**Exercise aim**
Copy out all lines of the material below in which "this" occurs.

==========

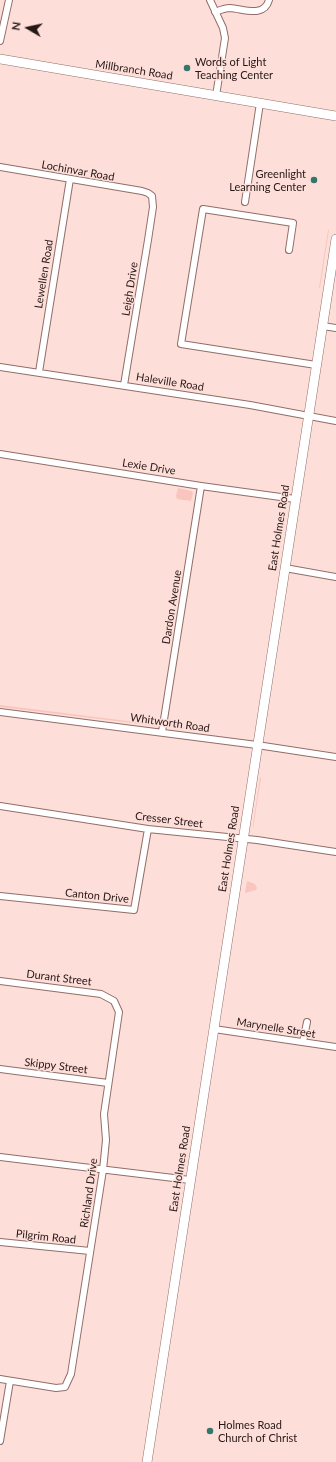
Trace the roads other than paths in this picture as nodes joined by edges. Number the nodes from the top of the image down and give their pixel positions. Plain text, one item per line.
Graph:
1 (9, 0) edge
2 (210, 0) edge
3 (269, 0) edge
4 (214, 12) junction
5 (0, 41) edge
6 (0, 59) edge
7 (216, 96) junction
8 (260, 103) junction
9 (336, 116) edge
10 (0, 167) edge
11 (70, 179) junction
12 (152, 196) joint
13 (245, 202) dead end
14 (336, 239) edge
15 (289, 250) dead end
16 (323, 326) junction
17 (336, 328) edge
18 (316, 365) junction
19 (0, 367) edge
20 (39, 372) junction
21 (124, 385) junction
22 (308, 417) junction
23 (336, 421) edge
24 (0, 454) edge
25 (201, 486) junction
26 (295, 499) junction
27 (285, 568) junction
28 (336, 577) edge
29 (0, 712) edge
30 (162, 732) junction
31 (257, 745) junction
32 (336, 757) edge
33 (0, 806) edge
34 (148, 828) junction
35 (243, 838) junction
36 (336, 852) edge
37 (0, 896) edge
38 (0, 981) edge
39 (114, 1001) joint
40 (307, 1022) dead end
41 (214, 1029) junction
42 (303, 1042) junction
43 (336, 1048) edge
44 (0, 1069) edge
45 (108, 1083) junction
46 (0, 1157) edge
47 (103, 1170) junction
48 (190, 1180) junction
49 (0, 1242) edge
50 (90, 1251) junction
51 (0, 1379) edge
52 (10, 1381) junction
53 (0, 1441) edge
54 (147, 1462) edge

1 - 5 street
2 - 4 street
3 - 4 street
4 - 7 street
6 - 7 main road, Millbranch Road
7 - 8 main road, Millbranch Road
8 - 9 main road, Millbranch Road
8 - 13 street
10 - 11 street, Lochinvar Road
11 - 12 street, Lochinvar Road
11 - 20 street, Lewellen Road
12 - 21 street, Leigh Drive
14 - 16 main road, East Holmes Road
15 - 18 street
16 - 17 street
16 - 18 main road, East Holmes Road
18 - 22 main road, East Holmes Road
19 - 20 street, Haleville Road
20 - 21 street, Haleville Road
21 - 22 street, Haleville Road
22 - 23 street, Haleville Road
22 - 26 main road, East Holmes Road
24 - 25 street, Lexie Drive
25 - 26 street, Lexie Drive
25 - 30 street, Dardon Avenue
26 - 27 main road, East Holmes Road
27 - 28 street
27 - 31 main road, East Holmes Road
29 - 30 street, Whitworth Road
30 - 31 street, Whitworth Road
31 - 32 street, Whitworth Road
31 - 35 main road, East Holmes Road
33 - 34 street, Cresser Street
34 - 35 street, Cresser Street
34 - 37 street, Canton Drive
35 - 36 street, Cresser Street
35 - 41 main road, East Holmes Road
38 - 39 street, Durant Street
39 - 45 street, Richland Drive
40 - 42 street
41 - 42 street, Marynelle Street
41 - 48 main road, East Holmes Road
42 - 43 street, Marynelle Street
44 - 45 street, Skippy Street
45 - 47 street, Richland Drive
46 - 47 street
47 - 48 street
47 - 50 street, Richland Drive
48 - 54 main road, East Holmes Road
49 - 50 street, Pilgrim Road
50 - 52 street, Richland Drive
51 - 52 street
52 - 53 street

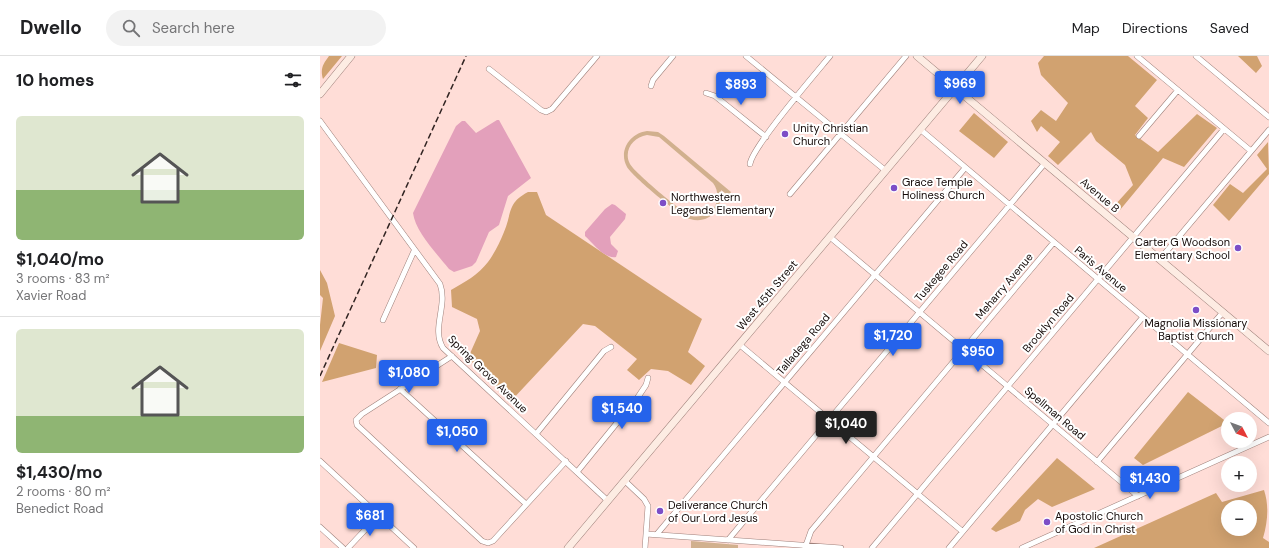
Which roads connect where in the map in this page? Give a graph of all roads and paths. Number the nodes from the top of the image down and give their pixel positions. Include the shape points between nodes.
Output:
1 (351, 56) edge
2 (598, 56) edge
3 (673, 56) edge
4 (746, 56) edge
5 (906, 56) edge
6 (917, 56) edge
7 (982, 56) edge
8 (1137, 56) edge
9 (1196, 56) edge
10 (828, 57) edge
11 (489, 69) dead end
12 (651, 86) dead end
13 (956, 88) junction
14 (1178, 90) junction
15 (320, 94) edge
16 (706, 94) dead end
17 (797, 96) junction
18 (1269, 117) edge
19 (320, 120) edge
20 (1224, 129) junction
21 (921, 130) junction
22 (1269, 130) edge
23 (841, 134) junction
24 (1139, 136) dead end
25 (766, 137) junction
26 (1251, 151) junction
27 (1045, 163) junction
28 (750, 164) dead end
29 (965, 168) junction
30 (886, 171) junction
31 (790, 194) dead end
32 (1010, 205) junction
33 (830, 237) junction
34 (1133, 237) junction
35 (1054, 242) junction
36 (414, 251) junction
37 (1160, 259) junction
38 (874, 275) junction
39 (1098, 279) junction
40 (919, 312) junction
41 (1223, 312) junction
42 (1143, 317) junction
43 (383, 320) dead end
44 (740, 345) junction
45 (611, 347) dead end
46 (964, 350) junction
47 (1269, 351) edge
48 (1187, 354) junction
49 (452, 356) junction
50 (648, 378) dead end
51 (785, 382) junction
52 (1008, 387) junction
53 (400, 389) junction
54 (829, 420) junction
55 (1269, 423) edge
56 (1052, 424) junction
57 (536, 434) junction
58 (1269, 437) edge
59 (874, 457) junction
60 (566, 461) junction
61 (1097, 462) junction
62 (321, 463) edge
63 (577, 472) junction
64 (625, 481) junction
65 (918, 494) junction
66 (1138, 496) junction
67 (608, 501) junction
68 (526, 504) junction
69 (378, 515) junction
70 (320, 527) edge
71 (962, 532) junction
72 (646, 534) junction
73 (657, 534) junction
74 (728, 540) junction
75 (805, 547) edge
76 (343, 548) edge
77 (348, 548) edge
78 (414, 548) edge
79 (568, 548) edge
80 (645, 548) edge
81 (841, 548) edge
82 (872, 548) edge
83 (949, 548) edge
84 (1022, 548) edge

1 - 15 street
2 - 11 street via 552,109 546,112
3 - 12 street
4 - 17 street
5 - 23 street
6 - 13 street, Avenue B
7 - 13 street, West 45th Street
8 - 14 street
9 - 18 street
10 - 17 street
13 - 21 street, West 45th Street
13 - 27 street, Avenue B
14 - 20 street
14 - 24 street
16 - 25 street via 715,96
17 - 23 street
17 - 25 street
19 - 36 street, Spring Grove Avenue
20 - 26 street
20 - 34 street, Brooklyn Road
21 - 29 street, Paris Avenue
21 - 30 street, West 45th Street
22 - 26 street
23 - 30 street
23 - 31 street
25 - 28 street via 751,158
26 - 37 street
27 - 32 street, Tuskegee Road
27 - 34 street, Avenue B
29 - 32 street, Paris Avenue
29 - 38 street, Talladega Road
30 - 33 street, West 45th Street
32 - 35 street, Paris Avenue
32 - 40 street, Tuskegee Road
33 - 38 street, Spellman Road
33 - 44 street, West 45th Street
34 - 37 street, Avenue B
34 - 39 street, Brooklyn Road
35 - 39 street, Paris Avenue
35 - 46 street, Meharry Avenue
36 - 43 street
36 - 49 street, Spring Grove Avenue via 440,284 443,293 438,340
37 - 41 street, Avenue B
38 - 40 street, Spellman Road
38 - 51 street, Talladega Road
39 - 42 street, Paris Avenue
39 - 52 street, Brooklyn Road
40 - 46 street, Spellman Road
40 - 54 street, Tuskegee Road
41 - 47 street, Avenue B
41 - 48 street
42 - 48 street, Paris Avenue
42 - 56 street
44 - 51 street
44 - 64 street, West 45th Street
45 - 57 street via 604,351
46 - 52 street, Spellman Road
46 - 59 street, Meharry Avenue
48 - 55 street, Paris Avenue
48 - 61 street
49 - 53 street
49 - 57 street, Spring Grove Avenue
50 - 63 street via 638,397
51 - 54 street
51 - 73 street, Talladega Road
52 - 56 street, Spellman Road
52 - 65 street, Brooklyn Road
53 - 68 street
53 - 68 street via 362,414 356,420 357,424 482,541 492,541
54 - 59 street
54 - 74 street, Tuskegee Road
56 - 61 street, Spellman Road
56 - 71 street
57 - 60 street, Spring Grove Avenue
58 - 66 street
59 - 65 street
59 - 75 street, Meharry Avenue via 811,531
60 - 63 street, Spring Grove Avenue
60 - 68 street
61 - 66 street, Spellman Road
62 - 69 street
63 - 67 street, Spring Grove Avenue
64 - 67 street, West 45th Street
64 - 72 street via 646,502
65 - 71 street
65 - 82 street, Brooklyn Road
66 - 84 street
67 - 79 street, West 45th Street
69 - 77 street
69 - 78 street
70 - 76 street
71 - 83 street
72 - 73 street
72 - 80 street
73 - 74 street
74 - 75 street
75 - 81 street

==========

**Solved problem**
Trace the roads other than paths in this picture as nodes joined by edges. Number the nodes from the top of the image down and give their pixel positions. Plain text, one item per line.
Which roads connect where in the map in this page? Give a graph of all roads and paths. Number the nodes from the top of the image down and give their pixel positions. Include the shape points between nodes.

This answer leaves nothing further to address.